Dopo i primi 15 minuti di sconsolata visione, capitoli e te ne vai mesta a dormire.
Perché lui, ha un talento oscuro in questa scelta, la cui genesi appare misteriosa.
I “suoi” film sono ambientati:
a) dentro claustrofobici sommergibili o navicelle spaziali, dove tutti sudano, corrono, sgranano gli occhi e prima o poi si accendono luci rosse intermittenti.
b) Su alte vette, dove una o più persone si arrampicano, non mancano mai tempeste di neve e congelamento agli arti.
c) All’interno di grotte nel centro della terra in cui un gruppo di sconsiderati rimane intrappolato per tutta la durata dello spettacolo.

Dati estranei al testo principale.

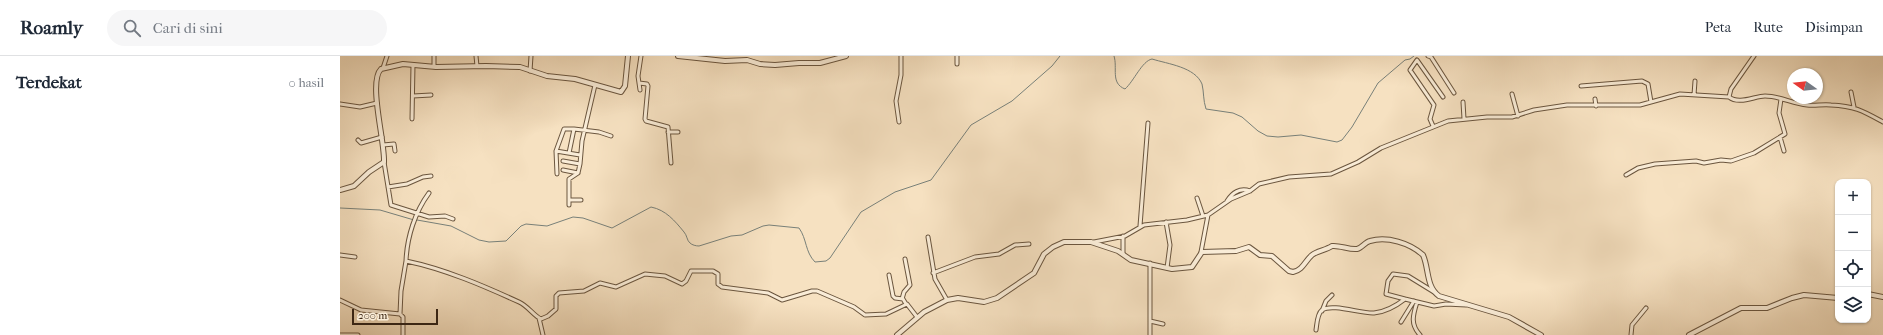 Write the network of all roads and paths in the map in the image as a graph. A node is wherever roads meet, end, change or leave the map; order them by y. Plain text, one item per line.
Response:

Il comune denominatore: qualche cosa va sempre storto, una guerra, una tempesta, un allagamento, un alieno rivoltante e malefico…. Se ci sono donne appaiono maldestre e scemotte, quindi muoiono subito.
Quanto agli uomini, muoiono pure loro, ma soltanto alla fine del film.
Tizianeda
Cinque come le dita di una mano che afferrano e tengono stretto.
Cinque come le vocali che rendono musicali le parole.
Cinque come gli anni di un tempo perduto.
Cinque come le maestre di una scuola elementare da salutare, senza potersi più voltare indietro.
“Come ti vesti per il pranzo di fine quinquennio scolastico?”
“Da funerale!”, ha risposto incisiva la decenne, mostrandosi indispettita per un tempo che, bastardo, si sfalda inesorabile.
Così, avvolti da una luce bianca, in un posto con il cielo addosso, una classe di quinta elementare, che classe più non era, tanti genitori e le maestre, hanno celebrato un addio.
Dentro un girotondo di emozioni nostalgiche, una maestra ha pianto, le bambine hanno pianto, qualche mamma ha pianto, suggellando un talento matriarcale a stare dentro le cose, con coraggio. Mentre i papà ed i ragazzini (tranne sparse eccezioni), si defilavano con il corpo o con la mente, perché si sa, l’attitudine oscura dello stare altrove è tutta maschile.
E tra chiacchiere, risate, lacrime, sguardi di intesa, amicizie consolidate, siamo rimaste ferme e vicine, ancora un po’ e ancora un po’, con addosso la silente percezione, come un dejà vu capovolto, come una premonizione, che l’urgenza del presente rapirà la memoria di questi anni lievi.